Drop in exports to be expected from new trade rules
On May 10, after two weeks of meetings between the Conference of Parties (COPs) to the Basel, Rotterdam and Stockholm conventions in Geneva, 180 governments adopted the Norwegian proposal to amend the Basel Convention. Mixed plastic wastes have been moved from the “green list” to the regime of the “amber list”. Outside or within EU, exports of plastic waste that are not perfectly sorted, recyclable, and uncontaminated will be subject to prior consent from exporting and importing countries as of January 1, 2021.
FEAD’s president, Jean-Marc Boursier reacted to the adoption of the proposal: “This international decision, of which we understand the motives but question the effectiveness regarding marine pollution, ignores that recycled wastes are traded on a global commodity market. Such a major drop in the exports of EU collected and sorted plastic waste will affect, in the short and in the long term, the existing separate collection and sorting systems and, finally, downgrade the EU’s recycling performances. In the absence of new markets compensating the lost exports, it will prevent new investments and jobs from being created. The private waste management industry is ready to invest in improving the quality of plastic recyclates only if there is a market for recycled plastics. Pull measures such as mandatory recycled content in products, reduced VAT, mandatory green public procurement, can create a demand shock. Imported products should also be covered by these rules. The EU has to urgently adapt its own intra-EU shipment rules so that shipments of non-hazardous plastic waste for recycling or for recovery remain under the current regime.”
Consequences for plastics recycling in Europe
Following the adoption of this amendment, there will be a drastic drop in exports outside the EU. The latter will become more difficult and more expensive due to additional red tape and long delays (up to several months) required by prior consent. They might even become impossible, not only in case of delayed or missing consent, but also due to the legal uncertainty on how customs authorities will determine if plastic waste shipments meet the conditions of exports destined for recycling “in an environmentally sound manner” of plastic waste flows, “almost exclusively composed” of the same kind of plastics, “almost free from contamination and other types of wastes” (Entry B3011 which will become effective as of 1/01/2021. Draft Decision BC-14: Amendments to Annexes II, VIII and IX to the Basel Convention). In the absence of thresholds and a clear definition of “contamination”, the legal criteria for meeting the conditions will be highly uncertain and subject to wide differences of interpretation.
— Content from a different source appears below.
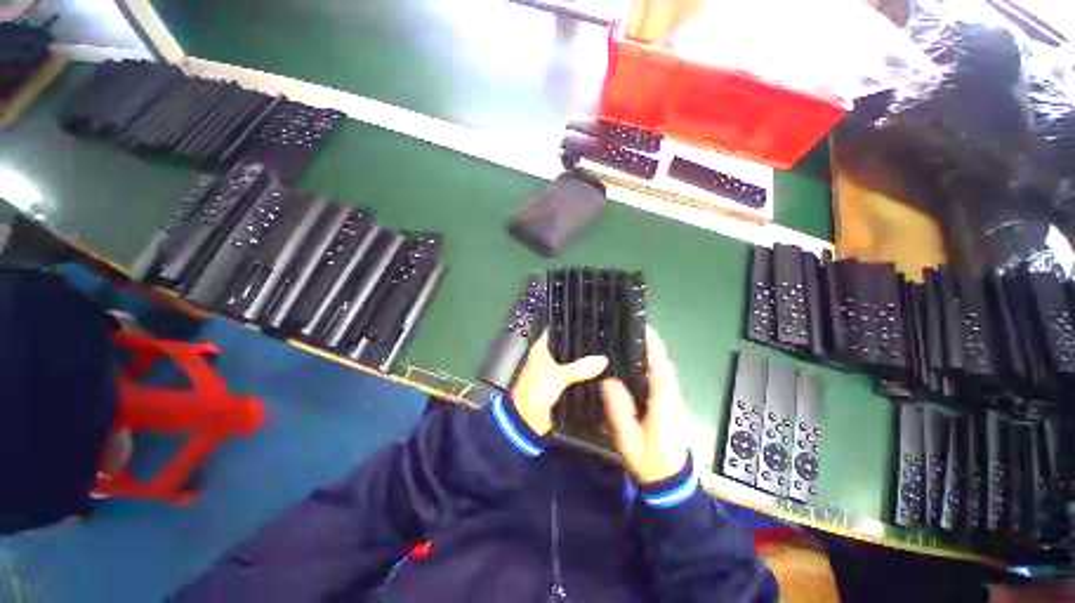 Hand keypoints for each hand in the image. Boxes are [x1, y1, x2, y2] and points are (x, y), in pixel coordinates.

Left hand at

Certain plastic waste should be reclassified and assimilated to hazardous waste in the ‘amber’ list, but for the time being no appropriate code exists, making some plastic exports impossible. Generally speaking, assimilating all plastic waste to hazardous waste, as far as the shipment regime is concerned, will create confusion and legal problems in the future.
As long as the demand for recycled plastics remains weak, the loss of flows of exports outside the EU means less recycling within the EU. If plastics that are currently collected and sorted in the EU (7,8 Mt) are no longer fit for export outside the EU (3 Mt), the prospects are that they will be subject to energy recovery or disposal.
Plastic waste shipments that are today destined for intra-EU trade will be affected by the significant new hurdles caused by the new rules, since collection, sorting and recycling often take place in different Member States. Long-lasting and uncertain controls will definitively be an obstacle for the recycling and recovery EU markets, which is a far cry from the direction given by the Circular Economy Package. Intra-EU trade of plastic waste must remain as it is.